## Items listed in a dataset
----------------

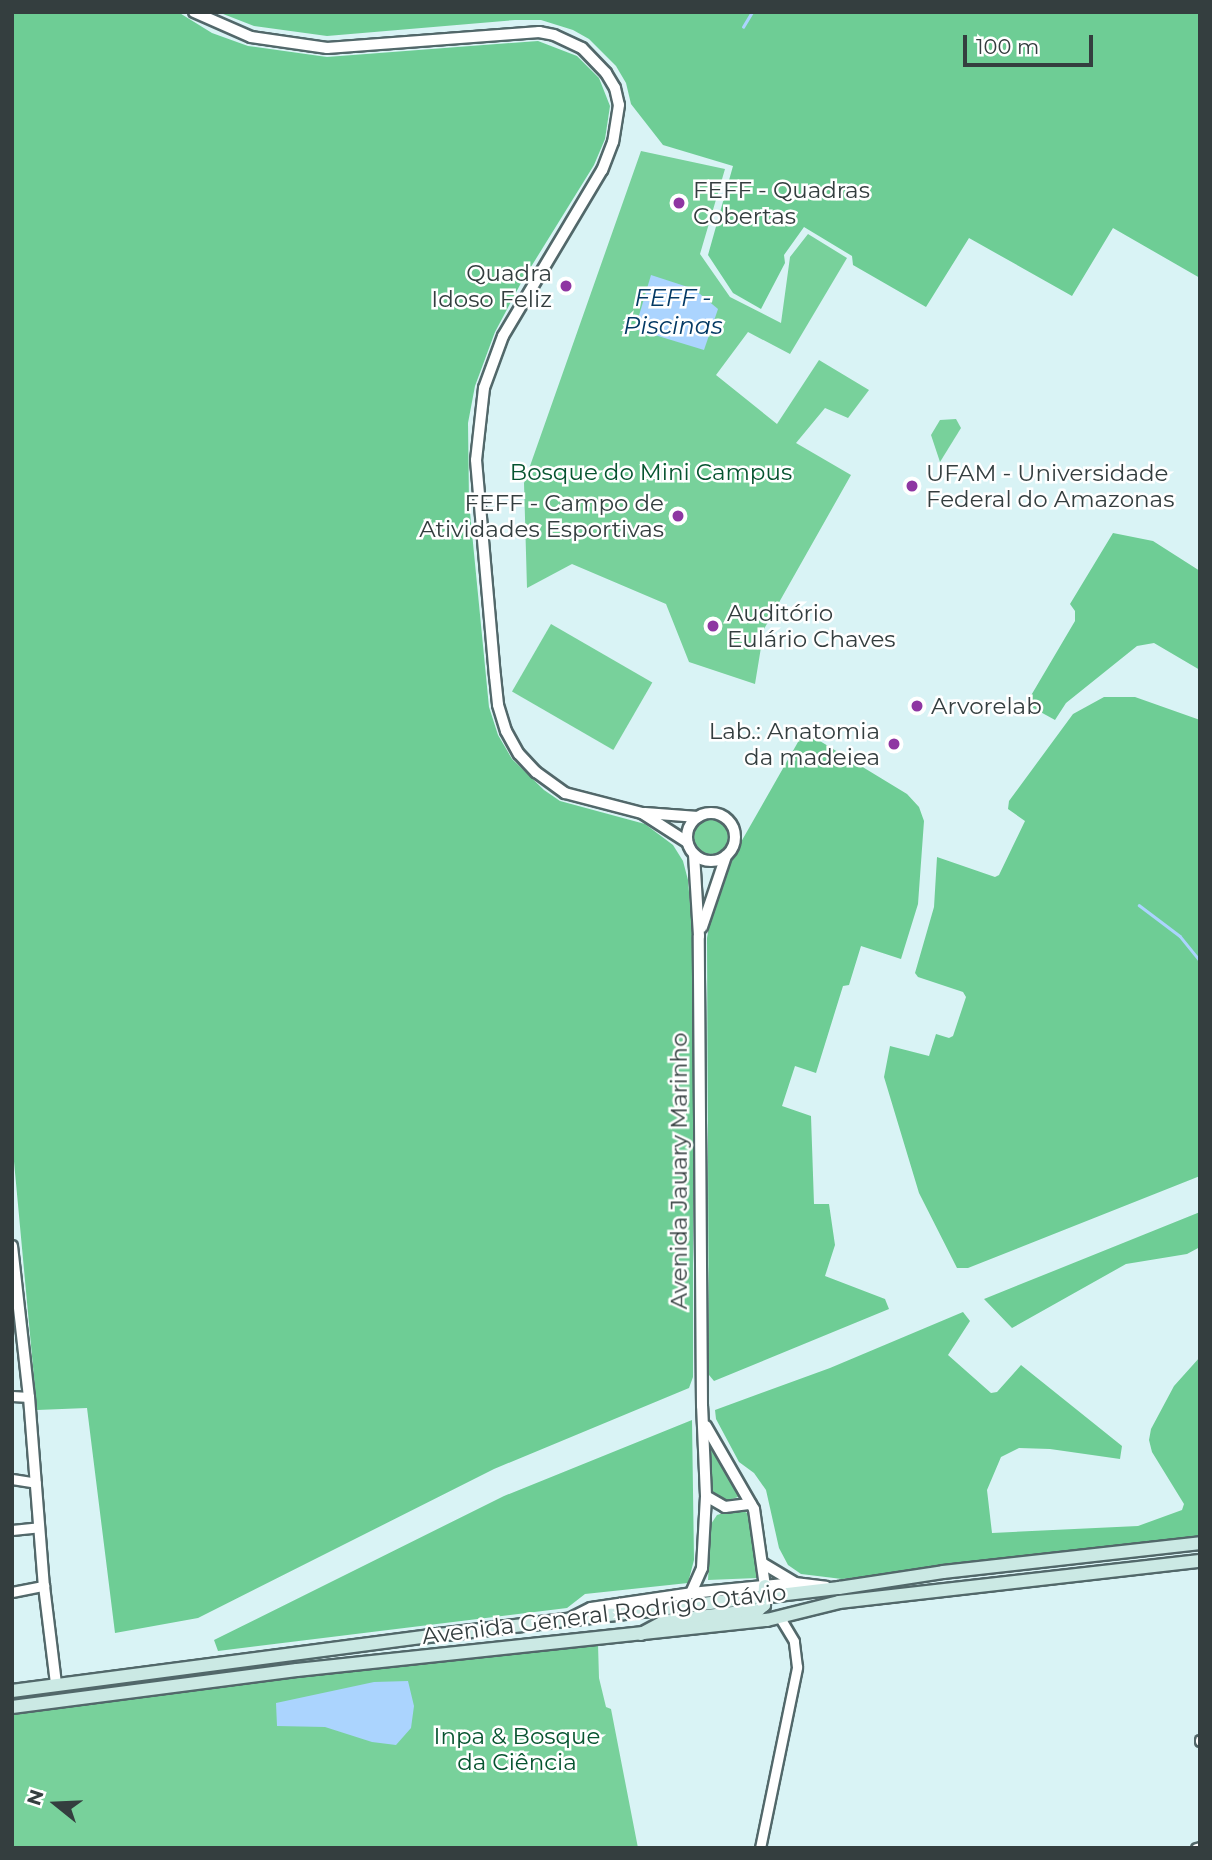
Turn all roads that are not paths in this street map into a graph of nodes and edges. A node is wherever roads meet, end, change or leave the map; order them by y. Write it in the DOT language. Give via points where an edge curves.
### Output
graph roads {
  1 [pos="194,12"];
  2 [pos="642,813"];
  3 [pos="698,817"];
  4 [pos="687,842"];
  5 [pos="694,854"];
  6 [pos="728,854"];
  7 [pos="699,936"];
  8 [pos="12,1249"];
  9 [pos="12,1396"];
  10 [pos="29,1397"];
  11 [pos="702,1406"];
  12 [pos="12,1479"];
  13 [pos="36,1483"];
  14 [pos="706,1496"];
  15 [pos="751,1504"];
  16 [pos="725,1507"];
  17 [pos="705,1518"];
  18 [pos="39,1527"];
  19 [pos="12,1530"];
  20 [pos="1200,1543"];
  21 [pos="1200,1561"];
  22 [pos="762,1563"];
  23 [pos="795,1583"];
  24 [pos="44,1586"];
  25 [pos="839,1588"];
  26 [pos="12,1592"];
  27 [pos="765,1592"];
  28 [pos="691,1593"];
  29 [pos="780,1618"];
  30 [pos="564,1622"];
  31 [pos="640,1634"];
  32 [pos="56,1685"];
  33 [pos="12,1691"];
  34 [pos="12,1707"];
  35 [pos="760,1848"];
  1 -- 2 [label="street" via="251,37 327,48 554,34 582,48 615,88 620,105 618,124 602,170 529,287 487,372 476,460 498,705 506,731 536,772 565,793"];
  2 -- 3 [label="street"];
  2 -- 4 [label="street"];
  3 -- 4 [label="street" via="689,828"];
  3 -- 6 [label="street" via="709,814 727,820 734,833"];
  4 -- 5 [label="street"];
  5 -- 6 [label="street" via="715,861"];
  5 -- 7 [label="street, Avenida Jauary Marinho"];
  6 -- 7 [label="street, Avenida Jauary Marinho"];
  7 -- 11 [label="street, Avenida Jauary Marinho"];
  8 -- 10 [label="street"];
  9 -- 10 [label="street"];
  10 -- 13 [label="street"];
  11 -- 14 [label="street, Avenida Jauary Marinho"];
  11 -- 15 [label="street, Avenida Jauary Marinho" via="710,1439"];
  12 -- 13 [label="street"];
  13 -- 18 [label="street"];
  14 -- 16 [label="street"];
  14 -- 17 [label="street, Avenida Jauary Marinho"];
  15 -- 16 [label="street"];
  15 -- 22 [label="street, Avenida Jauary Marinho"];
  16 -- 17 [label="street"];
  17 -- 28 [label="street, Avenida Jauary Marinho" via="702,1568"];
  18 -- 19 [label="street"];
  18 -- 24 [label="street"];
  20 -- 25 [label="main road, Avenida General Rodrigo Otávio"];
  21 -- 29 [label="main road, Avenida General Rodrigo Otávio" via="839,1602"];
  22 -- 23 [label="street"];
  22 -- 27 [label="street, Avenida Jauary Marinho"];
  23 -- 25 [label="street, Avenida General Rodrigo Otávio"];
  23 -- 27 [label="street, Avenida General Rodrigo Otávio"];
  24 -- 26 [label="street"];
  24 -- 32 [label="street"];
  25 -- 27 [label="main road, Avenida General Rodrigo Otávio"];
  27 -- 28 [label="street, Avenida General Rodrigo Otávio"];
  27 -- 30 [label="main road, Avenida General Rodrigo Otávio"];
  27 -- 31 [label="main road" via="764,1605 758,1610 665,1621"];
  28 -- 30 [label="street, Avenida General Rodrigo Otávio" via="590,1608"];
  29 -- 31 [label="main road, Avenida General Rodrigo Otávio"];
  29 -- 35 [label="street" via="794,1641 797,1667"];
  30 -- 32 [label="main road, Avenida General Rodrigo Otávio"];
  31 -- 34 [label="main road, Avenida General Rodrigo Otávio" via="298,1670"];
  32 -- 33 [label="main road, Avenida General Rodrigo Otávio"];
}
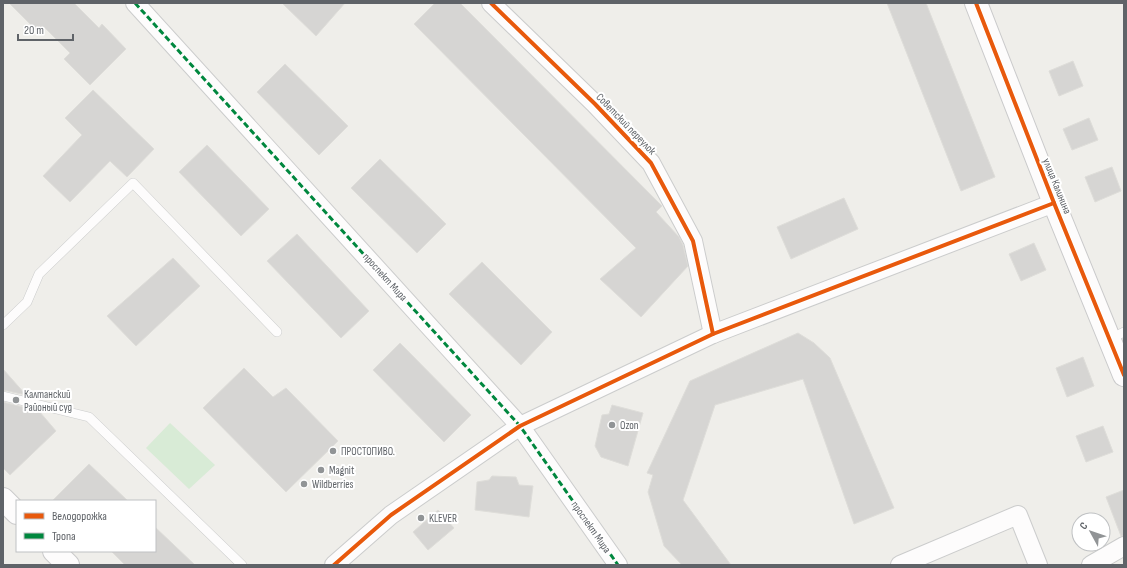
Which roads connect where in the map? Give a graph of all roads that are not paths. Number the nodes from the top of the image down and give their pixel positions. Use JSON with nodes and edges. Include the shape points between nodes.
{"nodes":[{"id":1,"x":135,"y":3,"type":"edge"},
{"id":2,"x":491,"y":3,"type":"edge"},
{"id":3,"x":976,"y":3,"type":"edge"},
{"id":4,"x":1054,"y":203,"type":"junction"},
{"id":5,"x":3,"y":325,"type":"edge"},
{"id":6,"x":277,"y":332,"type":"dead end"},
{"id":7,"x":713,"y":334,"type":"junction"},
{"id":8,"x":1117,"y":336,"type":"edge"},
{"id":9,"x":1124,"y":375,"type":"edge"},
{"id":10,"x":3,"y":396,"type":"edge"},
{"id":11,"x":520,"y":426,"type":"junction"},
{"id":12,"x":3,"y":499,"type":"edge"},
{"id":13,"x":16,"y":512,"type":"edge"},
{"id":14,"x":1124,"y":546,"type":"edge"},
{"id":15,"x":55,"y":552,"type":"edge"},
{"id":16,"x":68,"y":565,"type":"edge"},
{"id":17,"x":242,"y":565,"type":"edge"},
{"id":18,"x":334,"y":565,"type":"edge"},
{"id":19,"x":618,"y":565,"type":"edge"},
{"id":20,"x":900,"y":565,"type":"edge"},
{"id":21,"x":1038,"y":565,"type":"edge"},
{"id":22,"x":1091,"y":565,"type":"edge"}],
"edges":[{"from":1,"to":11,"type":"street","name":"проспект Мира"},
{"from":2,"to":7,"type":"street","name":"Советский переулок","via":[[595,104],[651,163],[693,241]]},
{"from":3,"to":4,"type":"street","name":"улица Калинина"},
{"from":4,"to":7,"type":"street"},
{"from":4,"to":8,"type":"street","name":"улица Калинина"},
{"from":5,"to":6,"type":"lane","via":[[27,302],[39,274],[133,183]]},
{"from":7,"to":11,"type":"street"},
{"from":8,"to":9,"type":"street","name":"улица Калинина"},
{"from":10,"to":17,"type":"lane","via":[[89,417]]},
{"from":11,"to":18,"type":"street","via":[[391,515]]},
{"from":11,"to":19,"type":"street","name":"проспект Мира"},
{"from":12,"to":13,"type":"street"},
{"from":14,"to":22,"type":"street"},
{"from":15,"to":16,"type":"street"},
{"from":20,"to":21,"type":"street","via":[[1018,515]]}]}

----------------

## TASK REQUIREMENTS
From the first line to the last, output the records exactly without pictures.

## ANSWER BOX
Turn all roads that are not paths in this street map into a graph of nodes and edges. A node is wherever roads meet, end, change or leave the map; order them by y. Write it in the DOT language. Give via points where an edge curves.
### Output
graph roads {
  1 [pos="194,12"];
  2 [pos="642,813"];
  3 [pos="698,817"];
  4 [pos="687,842"];
  5 [pos="694,854"];
  6 [pos="728,854"];
  7 [pos="699,936"];
  8 [pos="12,1249"];
  9 [pos="12,1396"];
  10 [pos="29,1397"];
  11 [pos="702,1406"];
  12 [pos="12,1479"];
  13 [pos="36,1483"];
  14 [pos="706,1496"];
  15 [pos="751,1504"];
  16 [pos="725,1507"];
  17 [pos="705,1518"];
  18 [pos="39,1527"];
  19 [pos="12,1530"];
  20 [pos="1200,1543"];
  21 [pos="1200,1561"];
  22 [pos="762,1563"];
  23 [pos="795,1583"];
  24 [pos="44,1586"];
  25 [pos="839,1588"];
  26 [pos="12,1592"];
  27 [pos="765,1592"];
  28 [pos="691,1593"];
  29 [pos="780,1618"];
  30 [pos="564,1622"];
  31 [pos="640,1634"];
  32 [pos="56,1685"];
  33 [pos="12,1691"];
  34 [pos="12,1707"];
  35 [pos="760,1848"];
  1 -- 2 [label="street" via="251,37 327,48 554,34 582,48 615,88 620,105 618,124 602,170 529,287 487,372 476,460 498,705 506,731 536,772 565,793"];
  2 -- 3 [label="street"];
  2 -- 4 [label="street"];
  3 -- 4 [label="street" via="689,828"];
  3 -- 6 [label="street" via="709,814 727,820 734,833"];
  4 -- 5 [label="street"];
  5 -- 6 [label="street" via="715,861"];
  5 -- 7 [label="street, Avenida Jauary Marinho"];
  6 -- 7 [label="street, Avenida Jauary Marinho"];
  7 -- 11 [label="street, Avenida Jauary Marinho"];
  8 -- 10 [label="street"];
  9 -- 10 [label="street"];
  10 -- 13 [label="street"];
  11 -- 14 [label="street, Avenida Jauary Marinho"];
  11 -- 15 [label="street, Avenida Jauary Marinho" via="710,1439"];
  12 -- 13 [label="street"];
  13 -- 18 [label="street"];
  14 -- 16 [label="street"];
  14 -- 17 [label="street, Avenida Jauary Marinho"];
  15 -- 16 [label="street"];
  15 -- 22 [label="street, Avenida Jauary Marinho"];
  16 -- 17 [label="street"];
  17 -- 28 [label="street, Avenida Jauary Marinho" via="702,1568"];
  18 -- 19 [label="street"];
  18 -- 24 [label="street"];
  20 -- 25 [label="main road, Avenida General Rodrigo Otávio"];
  21 -- 29 [label="main road, Avenida General Rodrigo Otávio" via="839,1602"];
  22 -- 23 [label="street"];
  22 -- 27 [label="street, Avenida Jauary Marinho"];
  23 -- 25 [label="street, Avenida General Rodrigo Otávio"];
  23 -- 27 [label="street, Avenida General Rodrigo Otávio"];
  24 -- 26 [label="street"];
  24 -- 32 [label="street"];
  25 -- 27 [label="main road, Avenida General Rodrigo Otávio"];
  27 -- 28 [label="street, Avenida General Rodrigo Otávio"];
  27 -- 30 [label="main road, Avenida General Rodrigo Otávio"];
  27 -- 31 [label="main road" via="764,1605 758,1610 665,1621"];
  28 -- 30 [label="street, Avenida General Rodrigo Otávio" via="590,1608"];
  29 -- 31 [label="main road, Avenida General Rodrigo Otávio"];
  29 -- 35 [label="street" via="794,1641 797,1667"];
  30 -- 32 [label="main road, Avenida General Rodrigo Otávio"];
  31 -- 34 [label="main road, Avenida General Rodrigo Otávio" via="298,1670"];
  32 -- 33 [label="main road, Avenida General Rodrigo Otávio"];
}
Which roads connect where in the map? Give a graph of all roads that are not paths. Number the nodes from the top of the image down and give their pixel positions. Use JSON with nodes and edges. Include the shape points between nodes.
{"nodes":[{"id":1,"x":135,"y":3,"type":"edge"},
{"id":2,"x":491,"y":3,"type":"edge"},
{"id":3,"x":976,"y":3,"type":"edge"},
{"id":4,"x":1054,"y":203,"type":"junction"},
{"id":5,"x":3,"y":325,"type":"edge"},
{"id":6,"x":277,"y":332,"type":"dead end"},
{"id":7,"x":713,"y":334,"type":"junction"},
{"id":8,"x":1117,"y":336,"type":"edge"},
{"id":9,"x":1124,"y":375,"type":"edge"},
{"id":10,"x":3,"y":396,"type":"edge"},
{"id":11,"x":520,"y":426,"type":"junction"},
{"id":12,"x":3,"y":499,"type":"edge"},
{"id":13,"x":16,"y":512,"type":"edge"},
{"id":14,"x":1124,"y":546,"type":"edge"},
{"id":15,"x":55,"y":552,"type":"edge"},
{"id":16,"x":68,"y":565,"type":"edge"},
{"id":17,"x":242,"y":565,"type":"edge"},
{"id":18,"x":334,"y":565,"type":"edge"},
{"id":19,"x":618,"y":565,"type":"edge"},
{"id":20,"x":900,"y":565,"type":"edge"},
{"id":21,"x":1038,"y":565,"type":"edge"},
{"id":22,"x":1091,"y":565,"type":"edge"}],
"edges":[{"from":1,"to":11,"type":"street","name":"проспект Мира"},
{"from":2,"to":7,"type":"street","name":"Советский переулок","via":[[595,104],[651,163],[693,241]]},
{"from":3,"to":4,"type":"street","name":"улица Калинина"},
{"from":4,"to":7,"type":"street"},
{"from":4,"to":8,"type":"street","name":"улица Калинина"},
{"from":5,"to":6,"type":"lane","via":[[27,302],[39,274],[133,183]]},
{"from":7,"to":11,"type":"street"},
{"from":8,"to":9,"type":"street","name":"улица Калинина"},
{"from":10,"to":17,"type":"lane","via":[[89,417]]},
{"from":11,"to":18,"type":"street","via":[[391,515]]},
{"from":11,"to":19,"type":"street","name":"проспект Мира"},
{"from":12,"to":13,"type":"street"},
{"from":14,"to":22,"type":"street"},
{"from":15,"to":16,"type":"street"},
{"from":20,"to":21,"type":"street","via":[[1018,515]]}]}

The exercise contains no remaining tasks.